§ **WHAT TO WORK ON**
Retype every record that follows, character for character.
*** RECORDS SUPPLIED Section Begins ***
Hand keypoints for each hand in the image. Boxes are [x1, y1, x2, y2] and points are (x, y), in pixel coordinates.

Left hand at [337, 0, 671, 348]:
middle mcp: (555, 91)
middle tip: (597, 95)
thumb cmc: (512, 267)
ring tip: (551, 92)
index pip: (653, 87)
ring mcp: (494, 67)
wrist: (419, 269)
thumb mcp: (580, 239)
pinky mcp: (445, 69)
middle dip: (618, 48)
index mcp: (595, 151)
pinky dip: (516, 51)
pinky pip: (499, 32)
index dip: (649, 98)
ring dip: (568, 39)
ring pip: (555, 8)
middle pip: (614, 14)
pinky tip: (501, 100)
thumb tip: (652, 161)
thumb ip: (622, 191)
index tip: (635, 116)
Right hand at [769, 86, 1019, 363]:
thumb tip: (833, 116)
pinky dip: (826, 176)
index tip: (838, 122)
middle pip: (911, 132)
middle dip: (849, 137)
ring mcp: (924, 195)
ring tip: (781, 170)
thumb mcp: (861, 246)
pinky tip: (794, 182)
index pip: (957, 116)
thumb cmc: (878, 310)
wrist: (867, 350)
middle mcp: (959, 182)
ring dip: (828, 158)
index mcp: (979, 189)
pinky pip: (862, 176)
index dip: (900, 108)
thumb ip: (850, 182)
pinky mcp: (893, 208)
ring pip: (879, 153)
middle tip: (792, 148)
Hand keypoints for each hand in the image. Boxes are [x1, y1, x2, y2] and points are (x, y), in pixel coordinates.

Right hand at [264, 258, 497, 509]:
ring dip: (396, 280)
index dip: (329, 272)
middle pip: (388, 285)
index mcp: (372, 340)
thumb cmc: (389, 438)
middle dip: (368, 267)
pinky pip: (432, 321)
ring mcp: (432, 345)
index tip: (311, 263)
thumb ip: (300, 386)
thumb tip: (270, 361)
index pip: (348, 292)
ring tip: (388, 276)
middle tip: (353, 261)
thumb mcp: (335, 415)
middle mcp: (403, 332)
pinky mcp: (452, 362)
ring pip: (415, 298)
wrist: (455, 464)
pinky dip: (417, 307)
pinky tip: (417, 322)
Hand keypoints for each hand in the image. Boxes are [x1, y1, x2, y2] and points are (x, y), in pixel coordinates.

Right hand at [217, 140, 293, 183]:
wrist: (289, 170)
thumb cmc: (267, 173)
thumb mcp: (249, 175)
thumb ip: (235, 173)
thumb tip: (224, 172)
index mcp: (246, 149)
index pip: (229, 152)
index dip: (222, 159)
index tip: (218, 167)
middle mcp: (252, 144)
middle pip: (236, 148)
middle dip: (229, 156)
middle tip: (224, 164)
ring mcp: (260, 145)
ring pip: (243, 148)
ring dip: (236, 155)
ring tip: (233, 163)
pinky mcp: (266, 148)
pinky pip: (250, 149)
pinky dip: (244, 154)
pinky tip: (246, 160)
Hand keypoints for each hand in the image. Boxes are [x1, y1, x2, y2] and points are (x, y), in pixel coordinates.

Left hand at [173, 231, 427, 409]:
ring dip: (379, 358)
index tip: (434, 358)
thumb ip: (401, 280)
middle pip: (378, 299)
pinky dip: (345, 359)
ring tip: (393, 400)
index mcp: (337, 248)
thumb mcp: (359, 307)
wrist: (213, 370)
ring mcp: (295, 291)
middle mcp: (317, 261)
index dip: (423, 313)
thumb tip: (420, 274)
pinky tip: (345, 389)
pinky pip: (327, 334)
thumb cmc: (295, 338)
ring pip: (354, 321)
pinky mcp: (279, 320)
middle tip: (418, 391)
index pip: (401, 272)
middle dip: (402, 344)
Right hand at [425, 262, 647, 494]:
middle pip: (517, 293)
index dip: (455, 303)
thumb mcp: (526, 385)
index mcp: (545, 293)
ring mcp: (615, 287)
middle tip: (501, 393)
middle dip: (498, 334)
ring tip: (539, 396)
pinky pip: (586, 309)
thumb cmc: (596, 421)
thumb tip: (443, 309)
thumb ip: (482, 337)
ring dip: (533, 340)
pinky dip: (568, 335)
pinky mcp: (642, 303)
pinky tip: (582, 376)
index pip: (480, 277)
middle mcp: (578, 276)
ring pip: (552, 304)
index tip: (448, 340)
*** RECORDS SUPPLIED Section Ends ***
§ **THE ANSWER**
Hand keypoints for each hand in the image. Boxes are [x1, y1, x2, y2] and points are (x, y), in pixel coordinates.

Left hand at [337, 0, 671, 348]:
middle mcp: (555, 91)
middle tip: (597, 95)
thumb cmc: (512, 267)
ring tip: (551, 92)
index pip: (653, 87)
ring mcp: (494, 67)
wrist: (419, 269)
thumb mcp: (580, 239)
pinky mcp: (445, 69)
middle dip: (618, 48)
index mcp: (595, 151)
pinky dip: (516, 51)
pinky pip: (499, 32)
index dip: (649, 98)
ring dip: (568, 39)
ring pip: (555, 8)
middle pip: (614, 14)
pinky tip: (501, 100)
thumb tip: (652, 161)
thumb ip: (622, 191)
index tip: (635, 116)
Right hand at [769, 86, 1019, 363]:
thumb tip: (833, 116)
pinky dip: (826, 176)
index tip: (838, 122)
middle pip: (911, 132)
middle dip: (849, 137)
ring mcp: (924, 195)
ring tip: (781, 170)
thumb mcp: (861, 246)
pinky tip: (794, 182)
index pip: (957, 116)
thumb cmc: (878, 310)
wrist: (867, 350)
middle mcp: (959, 182)
ring dip: (828, 158)
index mcp: (979, 189)
pinky pip: (862, 176)
index dip: (900, 108)
thumb ip: (850, 182)
pinky mcp: (893, 208)
ring pip: (879, 153)
middle tip: (792, 148)
Hand keypoints for each hand in the image. Boxes are [x1, y1, x2, y2] and points are (x, y), in pixel coordinates.

Right hand at [264, 258, 497, 509]:
ring dip: (396, 280)
index dip: (329, 272)
middle pip: (388, 285)
index mcp: (372, 340)
thumb cmc: (389, 438)
middle dip: (368, 267)
pinky pip: (432, 321)
ring mcp: (432, 345)
index tip: (311, 263)
thumb ip: (300, 386)
thumb tip: (270, 361)
index pip: (348, 292)
ring tip: (388, 276)
middle tip: (353, 261)
thumb mcp: (335, 415)
middle mcp: (403, 332)
pinky mcp: (452, 362)
ring pip: (415, 298)
wrist: (455, 464)
pinky dip: (417, 307)
pinky tip: (417, 322)
Hand keypoints for each hand in the image. Boxes are [x1, y1, x2, y2] and points are (x, y), in pixel coordinates.

Right hand at [217, 140, 293, 183]:
wrist: (289, 170)
thumb cmc: (267, 173)
thumb mcp: (249, 175)
thumb ip: (235, 173)
thumb tip: (224, 172)
index mcp: (246, 149)
index pip: (229, 152)
index dip: (222, 159)
index tip: (218, 167)
middle mcp: (252, 144)
middle pip: (236, 148)
middle dip: (229, 156)
middle tip: (224, 164)
ring mcp: (260, 145)
ring pip: (243, 148)
ring dip: (236, 155)
ring tip: (233, 163)
pinky mcp: (266, 148)
pinky pip: (250, 149)
pinky dip: (244, 154)
pinky tip: (246, 160)
Hand keypoints for each hand in the image. Boxes are [x1, y1, x2, y2] and points are (x, y), in pixel coordinates.

Left hand at [173, 231, 427, 409]:
ring dip: (379, 358)
index tip: (434, 358)
thumb ip: (401, 280)
middle pip: (378, 299)
pinky dip: (345, 359)
ring tip: (393, 400)
index mcp: (337, 248)
thumb mcp: (359, 307)
wrist: (213, 370)
ring mcp: (295, 291)
middle mcp: (317, 261)
index dip: (423, 313)
thumb tip: (420, 274)
pinky tip: (345, 389)
pinky pip: (327, 334)
thumb cmc: (295, 338)
ring pip: (354, 321)
pinky mcp: (279, 320)
middle tip: (418, 391)
index pip: (401, 272)
middle dip: (402, 344)
Right hand at [425, 262, 647, 494]:
middle pip: (517, 293)
index dip: (455, 303)
thumb mcp: (526, 385)
index mcp: (545, 293)
ring mcp: (615, 287)
middle tip: (501, 393)
middle dip: (498, 334)
ring tip: (539, 396)
pinky pip: (586, 309)
thumb cmc: (596, 421)
thumb tip: (443, 309)
thumb ip: (482, 337)
ring dip: (533, 340)
pinky dip: (568, 335)
pinky mcp: (642, 303)
pinky tip: (582, 376)
index pip: (480, 277)
middle mcp: (578, 276)
ring pip: (552, 304)
index tip: (448, 340)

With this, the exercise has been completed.